On Sat, Oct 30, 2021 at 06:54:51PM -0700, Brendan Barnwell wrote:
> I mean, here's another way to come at this. Suppose we have this
> under the proposal (using some random syntax picked at random):
>
> def foo(a=1, b="two", c@=len(b), d@=a+c):
>
> You keep saying that c and d "are argument default" just like a and
> b. So can you tell me what the argument default for each of those
> arguments?
Sure.
If you fail to provide an argument for c, the value that is bound to c
by default (i.e. the default argument) is len(b), whatever that happens
to be. If you fail to provide a value for d, the value that is bound to
d by default is a+c.
There is nothing in the concept of "default argument" that requires it
to be known at function-definition time, or compile time, or when the
function is typed into the editor.
Do you have a problem understanding me if I say that strftime defaults
to the current time? Surely you don't imagine that I mean that it
defaults to 15:34:03, which was the time a few seconds ago when I wrote
the words "current time".
And you probably will understand me if I say that on POSIX systems such
as Linux, the default permissions on newly created files is (indirectly)
set by the umask.
> Currently, every argument default is a first-class value.

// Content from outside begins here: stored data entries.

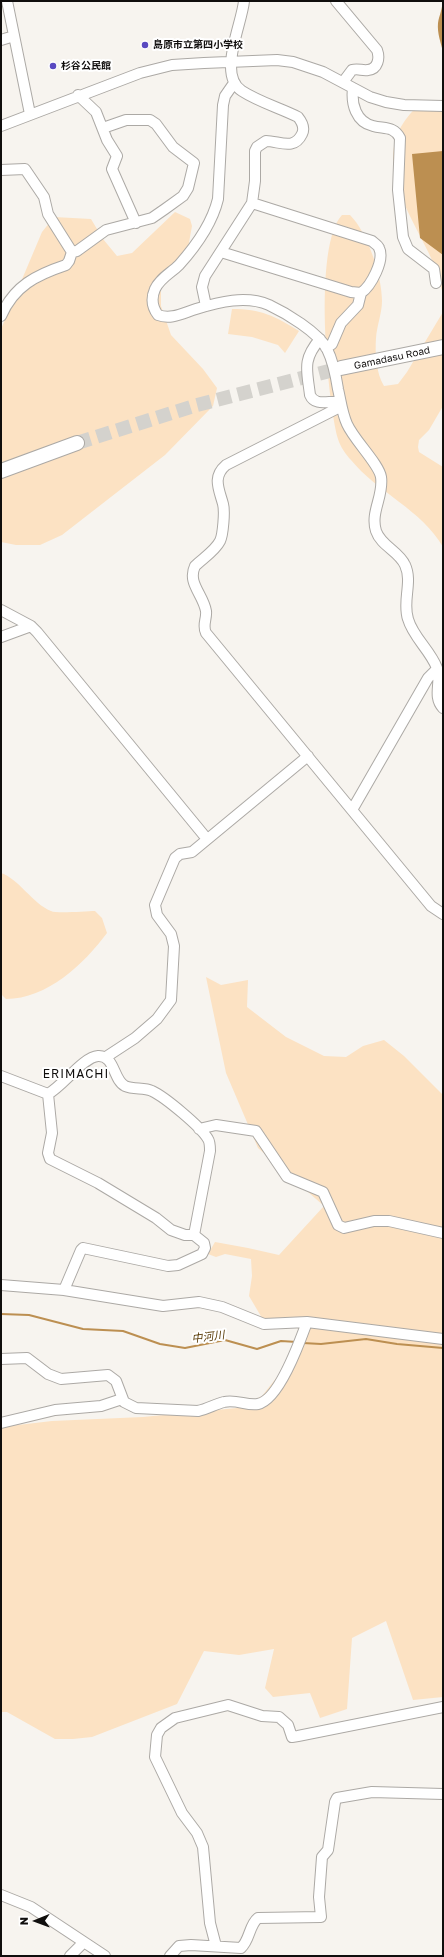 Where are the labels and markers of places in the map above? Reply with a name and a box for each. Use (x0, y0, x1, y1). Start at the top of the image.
place label: 島原市立第四小学校 (153, 39, 243, 51)
marker: 島原市立第四小学校 (140, 40, 150, 50)
place label: 杉谷公民館 (61, 60, 111, 72)
marker: 杉谷公民館 (48, 61, 58, 71) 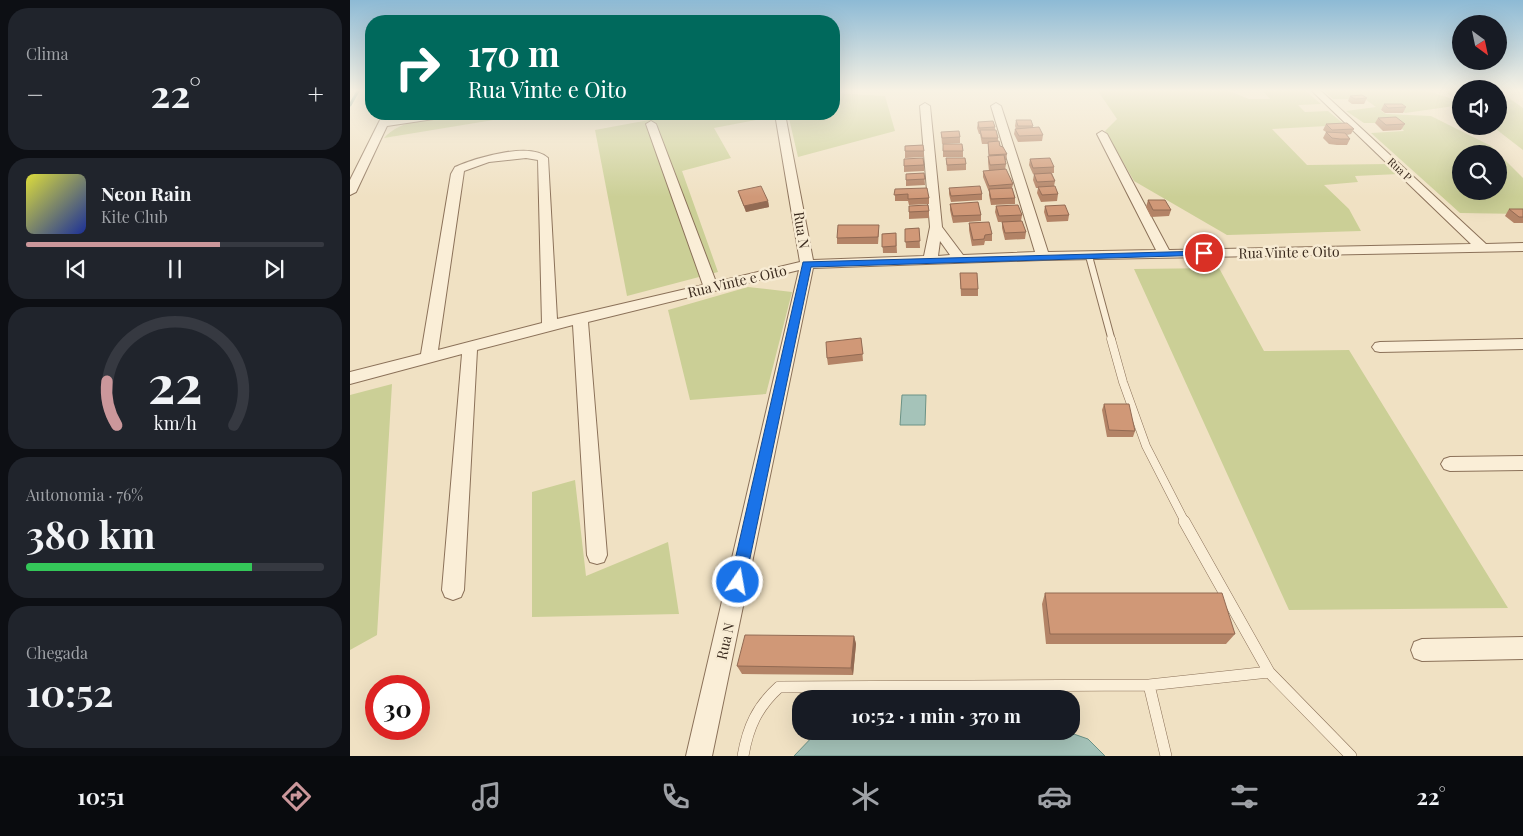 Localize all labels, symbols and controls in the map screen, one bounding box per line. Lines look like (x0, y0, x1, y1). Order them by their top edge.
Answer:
north arrow (1452, 15, 1508, 70)
map controls (1452, 15, 1507, 200)
text: 170 m (468, 29, 560, 76)
icon: right (385, 35, 450, 100)
text: Clima (26, 43, 68, 64)
text: 22° (151, 67, 201, 118)
text: Rua Vinte e Oito (468, 74, 627, 104)
text: − (26, 75, 44, 112)
text: + (308, 75, 324, 112)
button: sound (1452, 80, 1507, 135)
button: search (1452, 145, 1507, 200)
street label: Rua P (1385, 154, 1416, 184)
text: Neon Rain (101, 180, 191, 206)
text: Kite Club (101, 206, 168, 227)
street label: Rua N (790, 210, 814, 250)
pin (1183, 232, 1225, 274)
icon: arrive (1190, 239, 1218, 267)
street label: Rua Vinte e Oito (1238, 242, 1340, 262)
icon: previous (62, 255, 90, 283)
icon: pause (161, 255, 189, 283)
icon: next (260, 255, 288, 283)
street label: Rua Vinte e Oito (686, 260, 789, 302)
text: 22 (148, 348, 202, 417)
text: km/h (154, 411, 197, 434)
text: Autonomia · 76% (26, 484, 143, 505)
text: 380 km (26, 508, 155, 559)
position arrow (711, 555, 763, 607)
street label: Rua N (712, 621, 738, 661)
text: Chegada (26, 642, 88, 663)
text: 10:52 (26, 666, 113, 717)
speed limit sign: 30 (365, 675, 430, 740)
text: 10:52 · 1 min · 370 m (851, 702, 1021, 728)
icon: directions (279, 779, 314, 814)
icon: music (469, 779, 504, 814)
icon: phone (658, 779, 693, 814)
icon: climate (848, 779, 883, 814)
icon: car (1037, 779, 1072, 814)
icon: filters (1227, 779, 1262, 814)
text: 10:51 (77, 781, 125, 811)
text: 22° (1416, 781, 1446, 811) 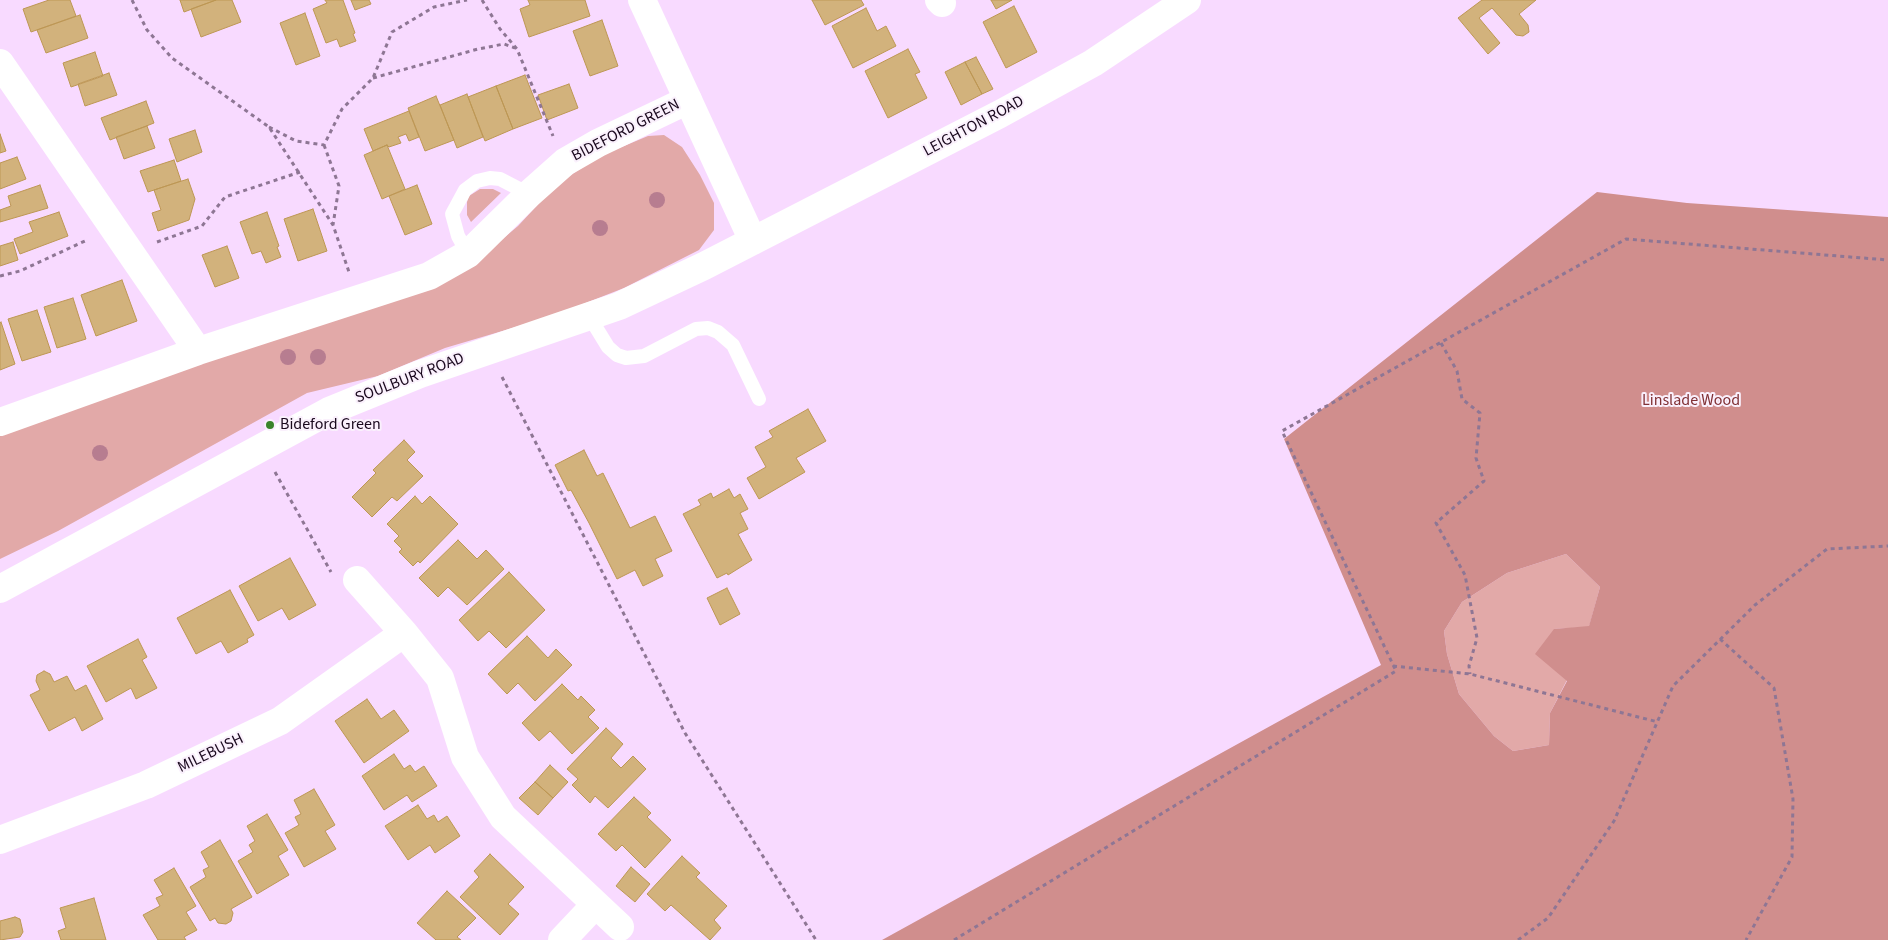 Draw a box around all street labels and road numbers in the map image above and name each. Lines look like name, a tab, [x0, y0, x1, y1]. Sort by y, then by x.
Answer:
street label: LEIGHTON ROAD	[920, 92, 1028, 162]
street label: BIDEFORD GREEN	[569, 96, 683, 166]
street label: SOULBURY ROAD	[353, 349, 467, 409]
street label: MILEBUSH	[175, 730, 247, 778] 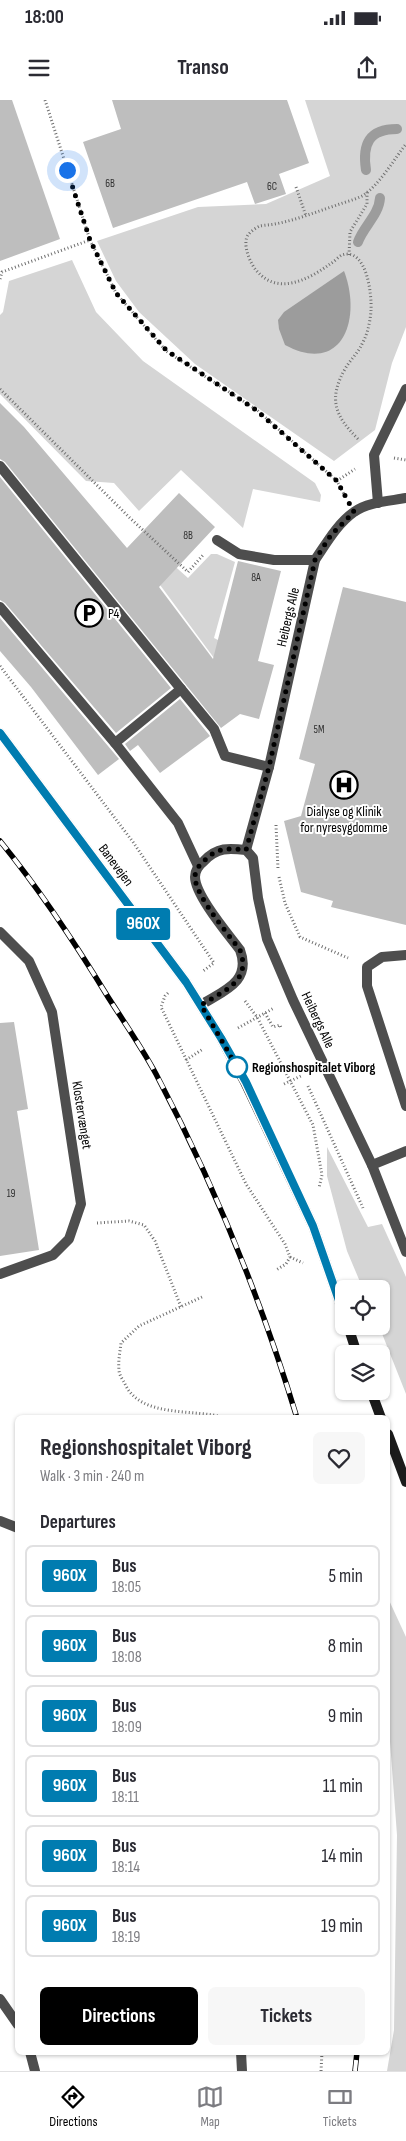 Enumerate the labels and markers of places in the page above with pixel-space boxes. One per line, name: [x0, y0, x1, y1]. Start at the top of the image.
parking icon: P4: [74, 598, 104, 628]
place label: P4: [108, 605, 120, 622]
hospital icon: Dialyse og Klinik for nyresygdomme: [329, 770, 359, 800]
place label: Dialyse og Klinik for nyresygdomme: [300, 803, 388, 836]
marker: Regionshospitalet Viborg: [226, 1056, 248, 1078]
place label: Regionshospitalet Viborg: [252, 1059, 376, 1076]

And will remain so. This proposal does not add second-class values to
the language.
By the time the body of the function is entered, the late-bound
parameters will have had their defaults evaluated, and the result bound
to the parameter.
Inside the function object itself, there will be some kind of opaque
blob (possibly a function?) that holds the default's expression for
later evaluation. That blob itself will be a first class object, like
every other object in Python, even if its internal structure is
partially or fully opaque.
> As I
> understand it, your proposal breaks that assumption, and now argument
> defaults can be some kind of "construct" that is not a first class
> value, not any kind of object, just some sort of internal entity that no
> one can see or manipulate in any way, it just gets automatically
> evaluated later.
Kind of like functions themselves :-)
>>> (lambda x, y: 2*x + 3**y).__code__.co_code
b'd\x01|\x00\x14\x00d\x02|\x01\x13\x00\x17\x00S\x00'
The internal structure of that co_code object is a mystery, it is not
part of the Python language, only of the implementation, but it remains
a first-class value.
(My *guess* is that this may be the raw byte-code of the function body.)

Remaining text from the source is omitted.